La Cena del Señor aparece en los cuatro evangelios, pero en los tres primeros, llamados también sinópticos (Marcos, Mateo y Lucas), nos la sitúan como el momento de la institución de la Eucaristía. No ocurre lo mismo en el evangelio de Juan que se proclama esta tarde, donde sólo este autor nos narra e incluye en este contexto el lavatorio de los pies, un gesto realizado por Jesús con sus discípulos.

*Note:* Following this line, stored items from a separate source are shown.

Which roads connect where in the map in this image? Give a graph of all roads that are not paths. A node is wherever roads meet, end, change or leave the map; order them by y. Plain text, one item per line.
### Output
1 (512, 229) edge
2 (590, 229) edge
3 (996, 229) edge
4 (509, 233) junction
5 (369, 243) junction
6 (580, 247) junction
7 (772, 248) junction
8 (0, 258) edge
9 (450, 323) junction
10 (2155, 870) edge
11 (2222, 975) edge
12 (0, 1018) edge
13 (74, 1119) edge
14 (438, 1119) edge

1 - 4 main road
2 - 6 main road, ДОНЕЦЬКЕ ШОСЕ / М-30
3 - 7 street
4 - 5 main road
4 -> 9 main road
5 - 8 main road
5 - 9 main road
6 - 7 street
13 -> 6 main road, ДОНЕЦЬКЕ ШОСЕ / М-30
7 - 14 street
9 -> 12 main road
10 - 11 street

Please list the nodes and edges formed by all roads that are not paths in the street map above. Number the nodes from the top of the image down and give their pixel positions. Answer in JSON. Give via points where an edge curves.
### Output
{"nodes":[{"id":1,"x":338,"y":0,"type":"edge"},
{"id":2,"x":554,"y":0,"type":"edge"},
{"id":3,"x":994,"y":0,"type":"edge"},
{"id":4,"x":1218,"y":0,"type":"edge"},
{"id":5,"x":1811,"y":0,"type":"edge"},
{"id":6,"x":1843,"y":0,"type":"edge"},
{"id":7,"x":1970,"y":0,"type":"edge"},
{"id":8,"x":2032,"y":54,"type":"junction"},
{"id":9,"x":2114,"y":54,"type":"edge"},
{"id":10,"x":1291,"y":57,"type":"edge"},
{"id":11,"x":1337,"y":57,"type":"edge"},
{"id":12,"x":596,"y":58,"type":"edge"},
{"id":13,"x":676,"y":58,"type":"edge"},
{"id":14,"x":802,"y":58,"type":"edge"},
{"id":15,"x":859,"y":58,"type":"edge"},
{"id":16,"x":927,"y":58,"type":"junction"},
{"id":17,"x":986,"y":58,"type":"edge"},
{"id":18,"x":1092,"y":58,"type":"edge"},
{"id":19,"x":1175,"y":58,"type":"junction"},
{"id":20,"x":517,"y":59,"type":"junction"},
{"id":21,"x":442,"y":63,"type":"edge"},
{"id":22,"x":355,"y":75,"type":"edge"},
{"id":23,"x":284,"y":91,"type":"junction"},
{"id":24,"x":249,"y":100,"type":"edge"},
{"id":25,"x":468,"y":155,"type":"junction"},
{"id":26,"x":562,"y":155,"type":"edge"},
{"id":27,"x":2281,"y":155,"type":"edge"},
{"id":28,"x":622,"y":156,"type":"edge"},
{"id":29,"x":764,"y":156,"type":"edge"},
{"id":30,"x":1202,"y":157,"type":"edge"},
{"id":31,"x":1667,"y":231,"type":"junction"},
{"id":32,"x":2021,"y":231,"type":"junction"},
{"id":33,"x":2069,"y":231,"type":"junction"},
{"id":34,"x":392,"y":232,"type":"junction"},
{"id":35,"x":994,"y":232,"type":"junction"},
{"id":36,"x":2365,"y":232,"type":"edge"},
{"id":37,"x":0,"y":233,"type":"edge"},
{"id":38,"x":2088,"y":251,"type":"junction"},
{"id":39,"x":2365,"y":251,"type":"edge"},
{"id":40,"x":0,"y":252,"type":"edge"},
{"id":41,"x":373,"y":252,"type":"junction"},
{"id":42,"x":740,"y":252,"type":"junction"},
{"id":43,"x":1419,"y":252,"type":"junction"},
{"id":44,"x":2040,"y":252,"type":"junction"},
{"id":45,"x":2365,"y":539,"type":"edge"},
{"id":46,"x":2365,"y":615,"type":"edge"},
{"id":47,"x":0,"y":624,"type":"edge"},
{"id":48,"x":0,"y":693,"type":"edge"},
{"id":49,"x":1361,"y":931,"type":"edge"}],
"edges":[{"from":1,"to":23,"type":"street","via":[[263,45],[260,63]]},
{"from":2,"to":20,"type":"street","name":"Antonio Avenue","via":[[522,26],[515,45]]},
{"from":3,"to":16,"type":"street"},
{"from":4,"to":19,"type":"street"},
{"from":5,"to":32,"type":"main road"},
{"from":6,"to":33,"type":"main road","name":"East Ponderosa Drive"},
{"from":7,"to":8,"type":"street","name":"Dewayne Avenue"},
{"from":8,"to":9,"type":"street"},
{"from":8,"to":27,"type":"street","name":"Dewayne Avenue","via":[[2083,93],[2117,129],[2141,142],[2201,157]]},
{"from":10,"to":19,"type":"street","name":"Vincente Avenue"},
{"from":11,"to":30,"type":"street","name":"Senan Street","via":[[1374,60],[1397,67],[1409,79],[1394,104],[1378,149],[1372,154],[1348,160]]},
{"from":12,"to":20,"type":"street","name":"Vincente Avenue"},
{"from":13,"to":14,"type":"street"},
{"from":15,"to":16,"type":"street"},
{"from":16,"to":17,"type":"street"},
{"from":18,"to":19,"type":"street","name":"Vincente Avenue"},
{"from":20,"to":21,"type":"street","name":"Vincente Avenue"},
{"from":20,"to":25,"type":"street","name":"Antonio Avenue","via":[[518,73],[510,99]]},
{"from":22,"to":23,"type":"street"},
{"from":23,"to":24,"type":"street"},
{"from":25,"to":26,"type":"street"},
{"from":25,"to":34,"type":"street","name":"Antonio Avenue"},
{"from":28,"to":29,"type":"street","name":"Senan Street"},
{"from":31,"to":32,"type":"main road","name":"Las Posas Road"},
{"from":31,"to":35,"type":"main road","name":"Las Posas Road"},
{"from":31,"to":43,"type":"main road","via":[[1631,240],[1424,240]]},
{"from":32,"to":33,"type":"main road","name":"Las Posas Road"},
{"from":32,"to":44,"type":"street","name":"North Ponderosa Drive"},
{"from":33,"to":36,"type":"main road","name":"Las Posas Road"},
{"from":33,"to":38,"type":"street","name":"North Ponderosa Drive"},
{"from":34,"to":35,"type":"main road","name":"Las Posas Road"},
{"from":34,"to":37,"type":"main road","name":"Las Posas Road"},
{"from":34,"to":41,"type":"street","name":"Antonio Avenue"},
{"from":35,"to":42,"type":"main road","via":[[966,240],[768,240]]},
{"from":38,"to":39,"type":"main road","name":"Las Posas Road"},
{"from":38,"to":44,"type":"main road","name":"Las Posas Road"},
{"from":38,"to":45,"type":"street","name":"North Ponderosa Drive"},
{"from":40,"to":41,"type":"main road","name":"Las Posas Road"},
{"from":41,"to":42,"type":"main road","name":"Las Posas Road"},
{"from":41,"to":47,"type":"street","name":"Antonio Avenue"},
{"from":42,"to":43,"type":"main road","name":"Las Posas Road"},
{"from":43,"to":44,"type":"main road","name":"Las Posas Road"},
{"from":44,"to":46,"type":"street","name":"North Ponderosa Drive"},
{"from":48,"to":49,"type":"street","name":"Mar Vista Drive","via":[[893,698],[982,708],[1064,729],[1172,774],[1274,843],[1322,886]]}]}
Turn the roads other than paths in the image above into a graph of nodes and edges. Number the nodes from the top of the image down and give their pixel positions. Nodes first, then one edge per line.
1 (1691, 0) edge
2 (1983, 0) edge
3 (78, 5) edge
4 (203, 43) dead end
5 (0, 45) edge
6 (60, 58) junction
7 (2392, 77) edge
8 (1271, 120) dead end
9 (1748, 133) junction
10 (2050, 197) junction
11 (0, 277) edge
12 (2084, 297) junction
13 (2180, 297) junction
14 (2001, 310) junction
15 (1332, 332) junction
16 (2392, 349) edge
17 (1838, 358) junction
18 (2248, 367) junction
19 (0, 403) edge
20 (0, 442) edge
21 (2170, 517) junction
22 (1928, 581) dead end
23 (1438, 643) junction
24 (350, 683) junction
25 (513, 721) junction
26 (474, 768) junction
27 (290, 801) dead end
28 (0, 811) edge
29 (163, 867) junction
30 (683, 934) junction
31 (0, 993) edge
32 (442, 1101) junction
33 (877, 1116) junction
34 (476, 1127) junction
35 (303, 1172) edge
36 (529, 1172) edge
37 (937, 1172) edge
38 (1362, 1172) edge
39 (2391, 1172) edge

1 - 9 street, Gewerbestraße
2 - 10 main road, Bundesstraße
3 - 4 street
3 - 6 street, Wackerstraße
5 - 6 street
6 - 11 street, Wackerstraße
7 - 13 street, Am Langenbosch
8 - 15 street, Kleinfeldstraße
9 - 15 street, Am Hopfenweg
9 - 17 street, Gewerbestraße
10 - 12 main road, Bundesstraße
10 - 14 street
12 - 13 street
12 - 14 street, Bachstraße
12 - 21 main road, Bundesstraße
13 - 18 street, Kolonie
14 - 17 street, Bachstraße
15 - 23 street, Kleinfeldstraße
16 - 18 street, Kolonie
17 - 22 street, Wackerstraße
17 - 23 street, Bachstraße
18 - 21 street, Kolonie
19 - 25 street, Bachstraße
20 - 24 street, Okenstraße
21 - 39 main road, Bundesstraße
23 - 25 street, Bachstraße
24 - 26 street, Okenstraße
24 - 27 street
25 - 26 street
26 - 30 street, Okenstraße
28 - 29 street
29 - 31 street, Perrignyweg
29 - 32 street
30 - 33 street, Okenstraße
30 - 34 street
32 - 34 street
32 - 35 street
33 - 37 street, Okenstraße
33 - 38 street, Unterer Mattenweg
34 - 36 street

Nos encontramos en la ciudad de Jerusalén horas antes del arresto de Jesús y de todo su proceso jurídico que le llevará a la muerte en cruz. Jesús ha vivido en los últimos días situaciones muy intensas de peligro porque sus palabras y actuaciones han provocado la ira en sus enemigos, choque que está llegando al límite, pues Él sabe bien que su vida está en juego porque cada vez son más los líderes religiosos que desean eliminarle. Por eso, para celebrar la fiesta de la Pascua, la más importante para los creyentes judíos y con la que conmemoran su paso de la esclavitud en Egipto a la libertad como pueblo de Dios, Jesús se ha hospedado en Betania, aldea residencial cercana a Jerusalén, en casa de unos amigos.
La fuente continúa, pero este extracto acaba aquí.